* WHAT IS EXPECTED
In how many lines of the listing does the word "letter" appear? Reply with the number only.
Start of Block
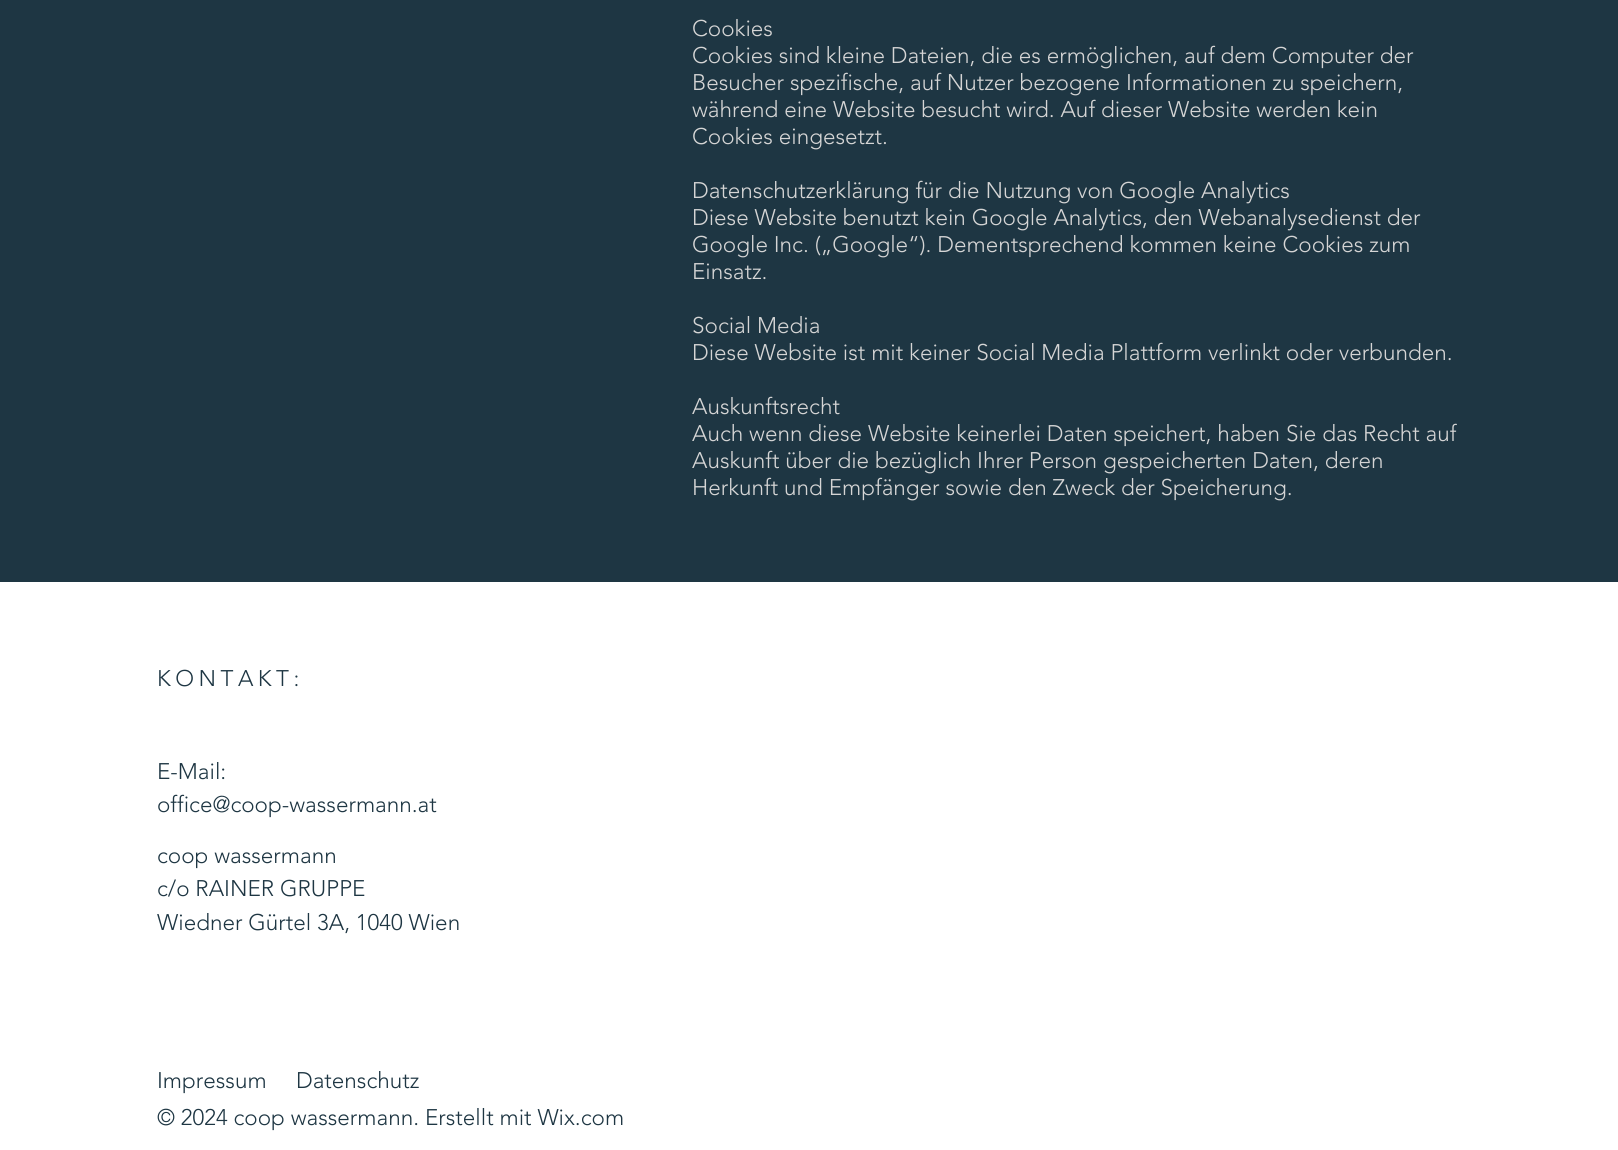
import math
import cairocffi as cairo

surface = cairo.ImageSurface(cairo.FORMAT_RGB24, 1618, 1150)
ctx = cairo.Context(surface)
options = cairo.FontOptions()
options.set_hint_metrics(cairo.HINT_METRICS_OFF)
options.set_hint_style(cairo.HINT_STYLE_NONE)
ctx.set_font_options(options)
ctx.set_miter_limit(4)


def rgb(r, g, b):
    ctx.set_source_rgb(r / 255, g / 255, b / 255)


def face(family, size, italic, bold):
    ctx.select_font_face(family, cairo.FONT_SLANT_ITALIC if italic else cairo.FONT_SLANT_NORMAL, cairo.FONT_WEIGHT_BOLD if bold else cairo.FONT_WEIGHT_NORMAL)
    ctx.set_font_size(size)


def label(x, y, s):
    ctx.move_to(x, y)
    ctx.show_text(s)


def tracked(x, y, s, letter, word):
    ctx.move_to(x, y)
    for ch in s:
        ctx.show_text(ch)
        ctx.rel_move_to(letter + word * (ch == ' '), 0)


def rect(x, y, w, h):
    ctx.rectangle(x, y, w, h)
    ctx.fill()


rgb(30, 54, 67)
ctx.paint()
face('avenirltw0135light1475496 Light', 22.5, 0, 0)
rgb(213, 213, 213)
label(692, 36, 'Cookies')
label(692, 63, 'Cookies sind kleine Dateien, die es ermöglichen, auf dem Computer der')
label(692, 90, 'Besucher spezifische, auf Nutzer bezogene Informationen zu speichern,')
label(692, 117, 'während eine Website besucht wird. Auf dieser Website werden kein')
label(692, 144, 'Cookies eingesetzt.')
label(692, 198, 'Datenschutzerklärung für die Nutzung von Google Analytics')
label(692, 225, 'Diese Website benutzt kein Google Analytics, den Webanalysedienst der')
label(692, 252, 'Google Inc. („Google“). Dementsprechend kommen keine Cookies zum')
label(692, 279, 'Einsatz.')
label(692, 333, 'Social Media')
label(692, 360, 'Diese Website ist mit keiner Social Media Plattform verlinkt oder verbunden.')
label(692, 414, 'Auskunftsrecht')
label(692, 441, 'Auch wenn diese Website keinerlei Daten speichert, haben Sie das Recht auf')
label(692, 468, 'Auskunft über die bezüglich Ihrer Person gespeicherten Daten, deren')
label(692, 495, 'Herkunft und Empfänger sowie den Zweck der Speicherung.')
rgb(255, 255, 255)
rect(0, 582, 1618, 568)
rgb(30, 54, 67)
tracked(157, 686, 'KONTAKT:', 4.5, 0)
label(157, 779, 'E-Mail:')
label(157, 812, 'office@coop-wassermann.at')
label(157, 863, 'coop wassermann')
label(157, 896, 'c/o RAINER GRUPPE')
label(157, 930, 'Wiedner Gürtel 3A, 1040 Wien')
label(157, 1088, 'Impressum')
label(296, 1088, 'Datenschutz')
label(157, 1125, '© 2024 coop wassermann. Erstellt mit Wix.com')
surface.write_to_png('render.png')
End of Block
* TASK RESPONSE
2